Breaking Tumor Chemoresistance via METTL3 Regulation Enhanced by Sequential Delivery of Dexamethasone.

The frequent occurrence of chemoresistance in breast tumors remains a challenge to achieving satisfactory therapeutic efficacy, and a smart drug delivery system with flexible properties is urgently needed to achieve an all-in-one combination anticancer therapy. In this study, an efficiency delivery system with a pH-triggered detachable PEG layer (sPEG) and a folic acid (FA)-modified cationic liposome core (FLip) is constructed for codelivering doxorubicin (DOX) and METTL3 siRNA (siMETTL3). The obtained codelivery nanoparticles (NPs), sPEG-FLip@DOX/siMETTL3, can maintain circulatory stability with minimized systemic toxicity, which is attributed to the negatively charged sPEG layer, and expose the positively charged FLip core in the weakly acidic extracellular environment to facilitate the internalization by MCF-7/ADR cells.
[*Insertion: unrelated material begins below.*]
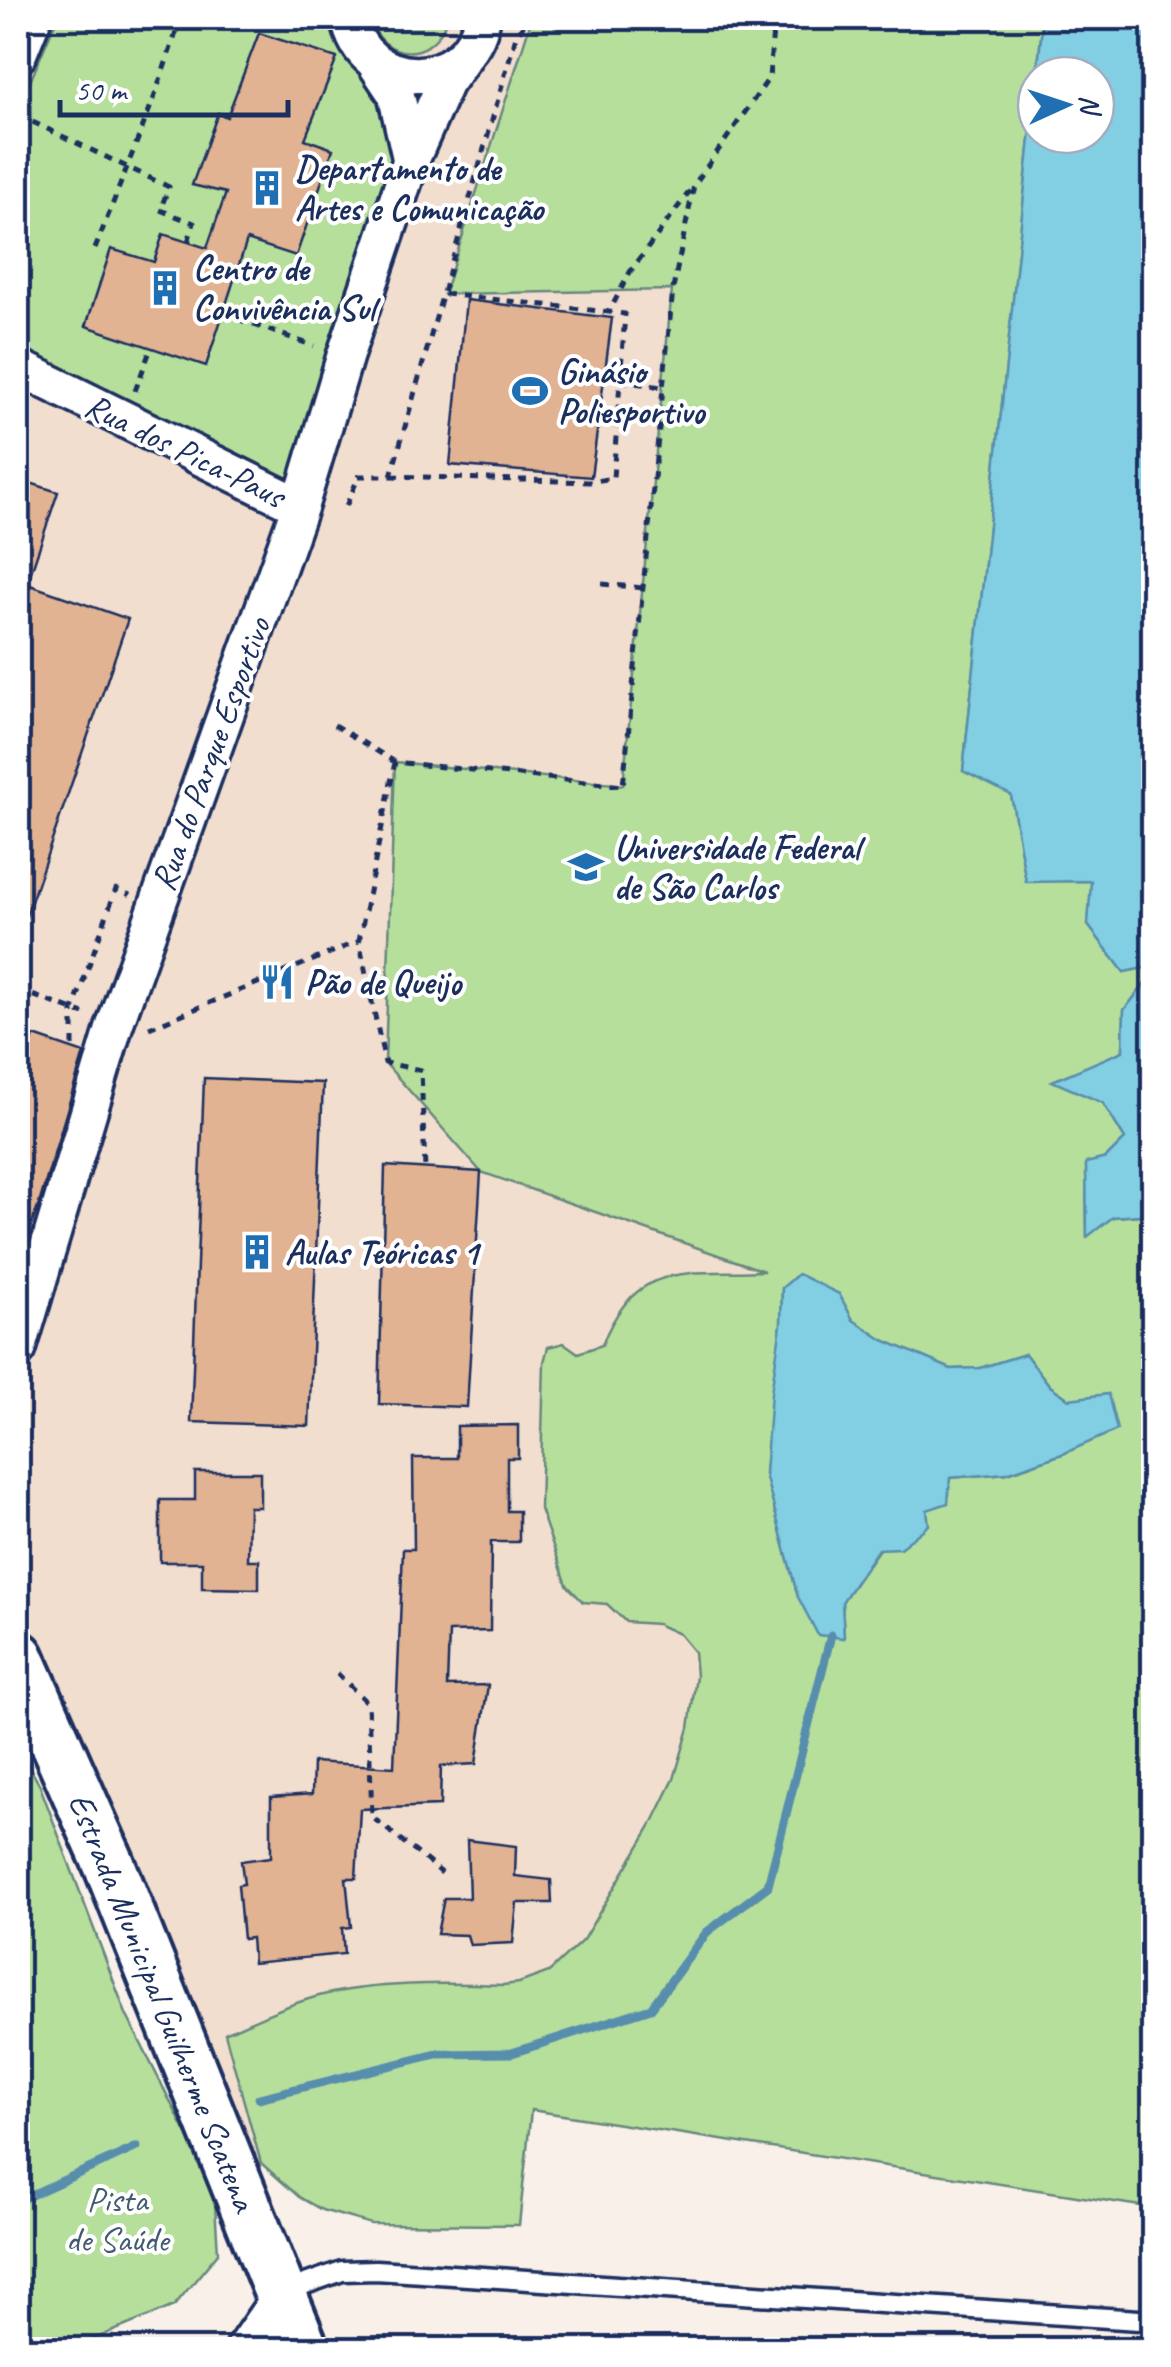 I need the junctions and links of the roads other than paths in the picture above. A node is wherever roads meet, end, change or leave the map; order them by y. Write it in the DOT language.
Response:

Moreover, its targeting efficiency can be further enhanced by dexamethasone (Dex) pretreatment owing to the enhanced binding efficiency of FA to folate receptor α (FRα) and the reduced immune clearance of FA-functionalized NPs. After internalization via FA-FRα interactions, the positively charged FLip core induces the effective endosomal escape of codelivery NPs, accompanied by the release of DOX and siMETTL3. As a result, the levels of drug resistance-related proteins in tumors are significantly downregulated, and the enhanced chemotherapy and suppressed DOX resistance demonstrate superior tumor suppression in MCF-7/ADR tumor-bearing mice. This sequential therapy provides a reliable approach for improving cancer chemotherapy with suppressed DOX resistance by destroying the N6 methyladenosine (m6A) methylation, which may extremely benefit the future design of smart drug delivery systems.